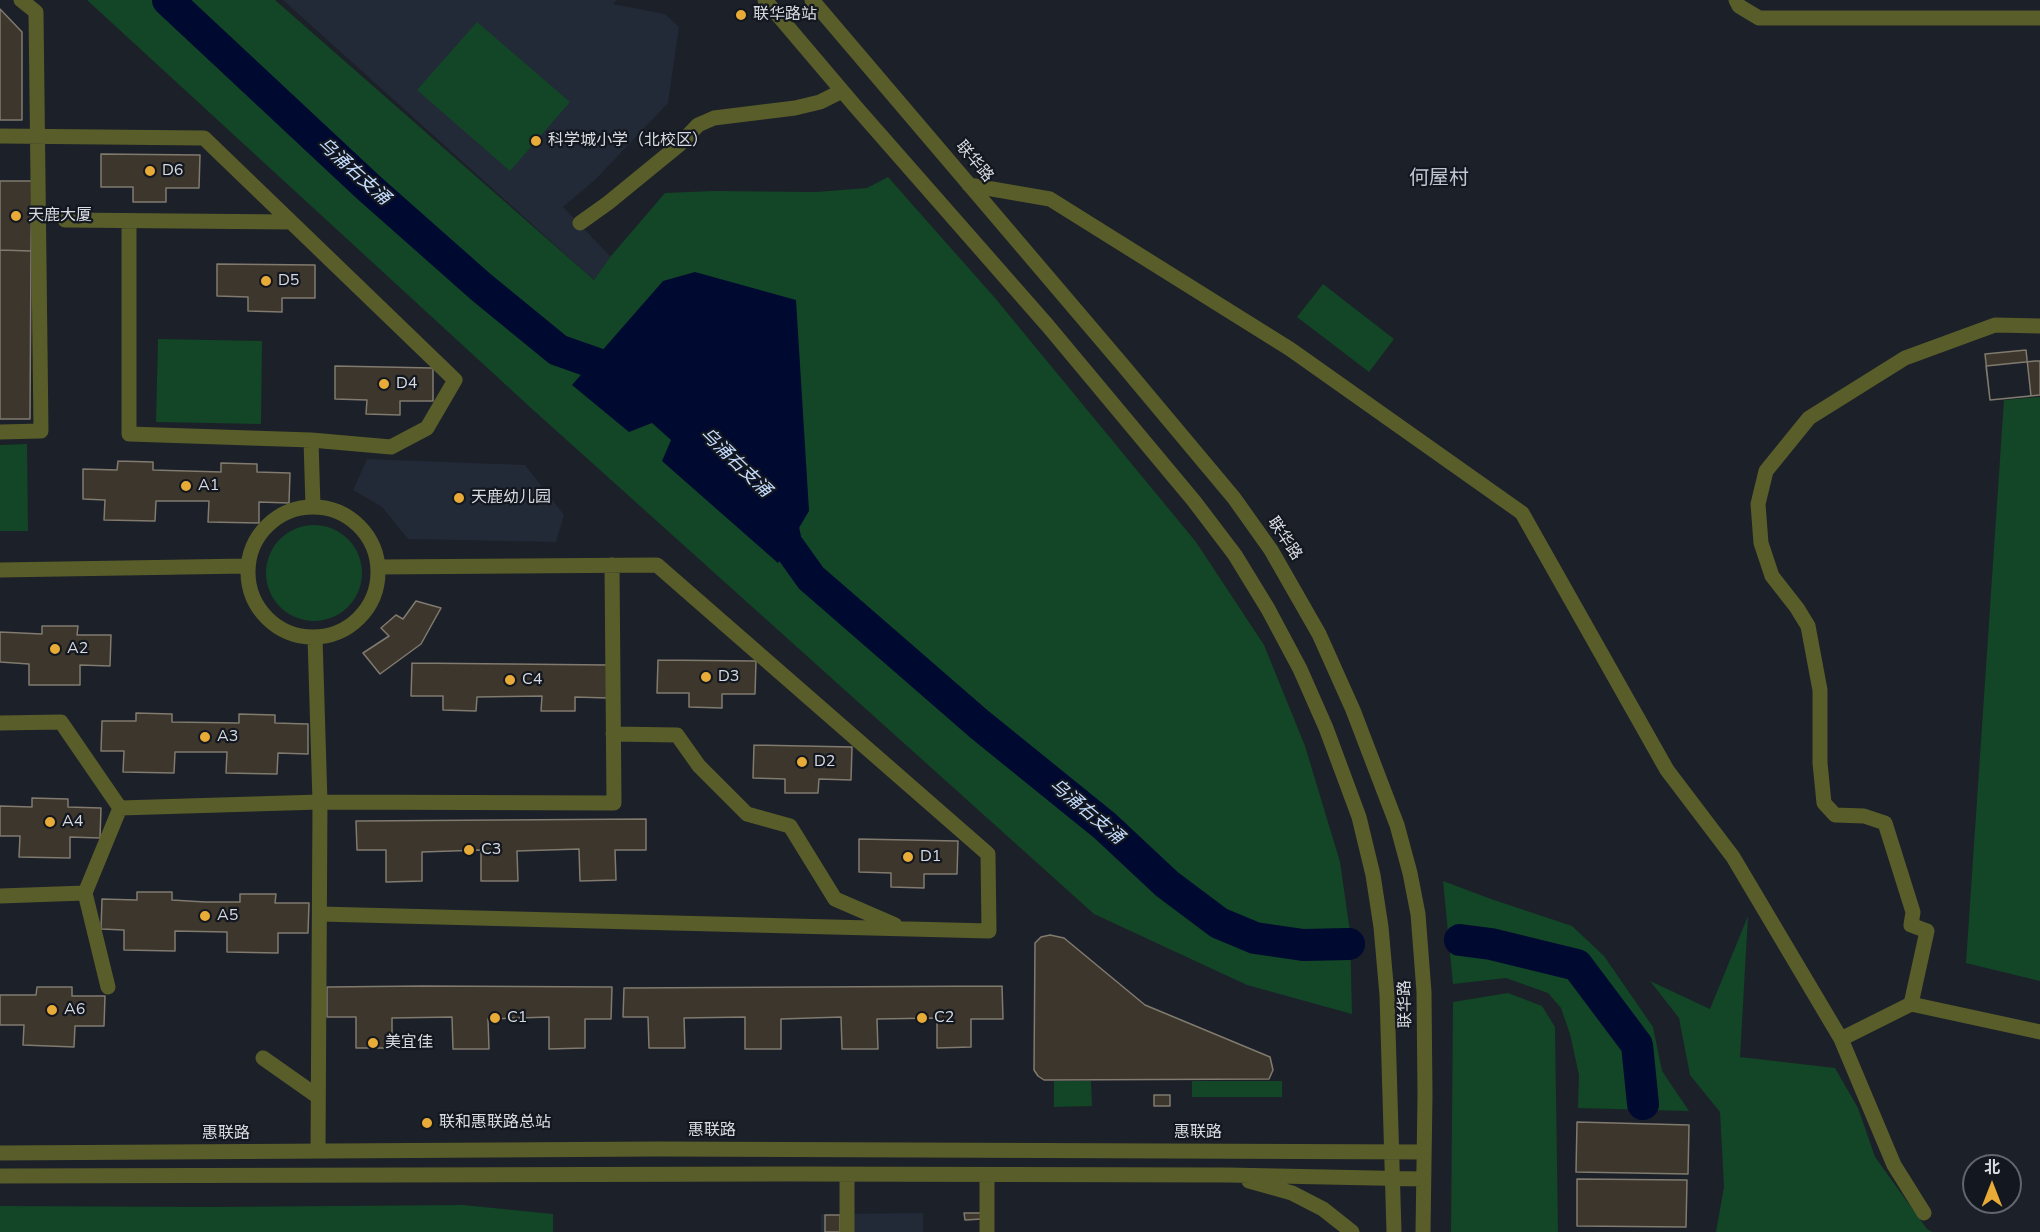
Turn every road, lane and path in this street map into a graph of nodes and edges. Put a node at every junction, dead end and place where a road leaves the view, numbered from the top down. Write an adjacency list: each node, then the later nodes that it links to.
1 (21, 0): 8 (street)
2 (765, 0): 6 (street)
3 (812, 0): 9 (street, 联华路)
4 (1736, 0): 5 (street)
5 (2040, 18)
6 (842, 91): 13 (street); 38 (street)
7 (0, 135): 8 (street)
8 (38, 135): 12 (street); 15 (street)
9 (969, 185): 34 (street); 39 (street, 联华路)
10 (65, 220): 11 (street)
11 (129, 221): 12 (street); 16 (street)
12 (291, 222): 16 (street)
13 (580, 223)
14 (2040, 326): 32 (street)
15 (0, 432)
16 (310, 440): 17 (street)
17 (313, 507): 19 (street); 20 (street)
18 (612, 565): 20 (street); 24 (street); 30 (street)
19 (247, 566): 21 (street); 22 (street)
20 (378, 567): 22 (street)
21 (0, 570)
22 (315, 637): 25 (street)
23 (0, 723): 26 (street)
24 (613, 734): 25 (street); 30 (street)
25 (320, 802): 26 (street); 29 (street)
26 (120, 808): 27 (street)
27 (85, 893): 28 (street); 31 (street)
28 (0, 896)
29 (320, 914): 30 (street); 36 (street)
30 (904, 928)
31 (108, 987)
32 (1911, 1004): 33 (street); 34 (street)
33 (2040, 1032)
34 (1841, 1039): 47 (street)
35 (263, 1058): 36 (street)
36 (317, 1096): 37 (street)
37 (318, 1151): 38 (street, 惠联路); 40 (street, 惠联路)
38 (1393, 1152): 39 (street, 惠联路); 45 (street)
39 (1424, 1152): 46 (street, 联华路)
40 (0, 1153)
41 (847, 1175): 42 (street); 44 (street); 48 (street)
42 (987, 1175): 43 (street); 49 (street)
43 (1228, 1175): 45 (street); 50 (street)
44 (0, 1176)
45 (1394, 1178): 46 (street); 51 (street)
46 (1424, 1179): 52 (street, 联华路)
47 (1924, 1213)
48 (847, 1232)
49 (987, 1232)
50 (1352, 1232)
51 (1394, 1232)
52 (1423, 1232)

WHAT YOU HAVE TO DO:
Return all of the lines above without alteration, minus the pictures.

YOUR SOLUTION:
Turn every road, lane and path in this street map into a graph of nodes and edges. Put a node at every junction, dead end and place where a road leaves the view, numbered from the top down. Write an adjacency list: each node, then the later nodes that it links to.
1 (21, 0): 8 (street)
2 (765, 0): 6 (street)
3 (812, 0): 9 (street, 联华路)
4 (1736, 0): 5 (street)
5 (2040, 18)
6 (842, 91): 13 (street); 38 (street)
7 (0, 135): 8 (street)
8 (38, 135): 12 (street); 15 (street)
9 (969, 185): 34 (street); 39 (street, 联华路)
10 (65, 220): 11 (street)
11 (129, 221): 12 (street); 16 (street)
12 (291, 222): 16 (street)
13 (580, 223)
14 (2040, 326): 32 (street)
15 (0, 432)
16 (310, 440): 17 (street)
17 (313, 507): 19 (street); 20 (street)
18 (612, 565): 20 (street); 24 (street); 30 (street)
19 (247, 566): 21 (street); 22 (street)
20 (378, 567): 22 (street)
21 (0, 570)
22 (315, 637): 25 (street)
23 (0, 723): 26 (street)
24 (613, 734): 25 (street); 30 (street)
25 (320, 802): 26 (street); 29 (street)
26 (120, 808): 27 (street)
27 (85, 893): 28 (street); 31 (street)
28 (0, 896)
29 (320, 914): 30 (street); 36 (street)
30 (904, 928)
31 (108, 987)
32 (1911, 1004): 33 (street); 34 (street)
33 (2040, 1032)
34 (1841, 1039): 47 (street)
35 (263, 1058): 36 (street)
36 (317, 1096): 37 (street)
37 (318, 1151): 38 (street, 惠联路); 40 (street, 惠联路)
38 (1393, 1152): 39 (street, 惠联路); 45 (street)
39 (1424, 1152): 46 (street, 联华路)
40 (0, 1153)
41 (847, 1175): 42 (street); 44 (street); 48 (street)
42 (987, 1175): 43 (street); 49 (street)
43 (1228, 1175): 45 (street); 50 (street)
44 (0, 1176)
45 (1394, 1178): 46 (street); 51 (street)
46 (1424, 1179): 52 (street, 联华路)
47 (1924, 1213)
48 (847, 1232)
49 (987, 1232)
50 (1352, 1232)
51 (1394, 1232)
52 (1423, 1232)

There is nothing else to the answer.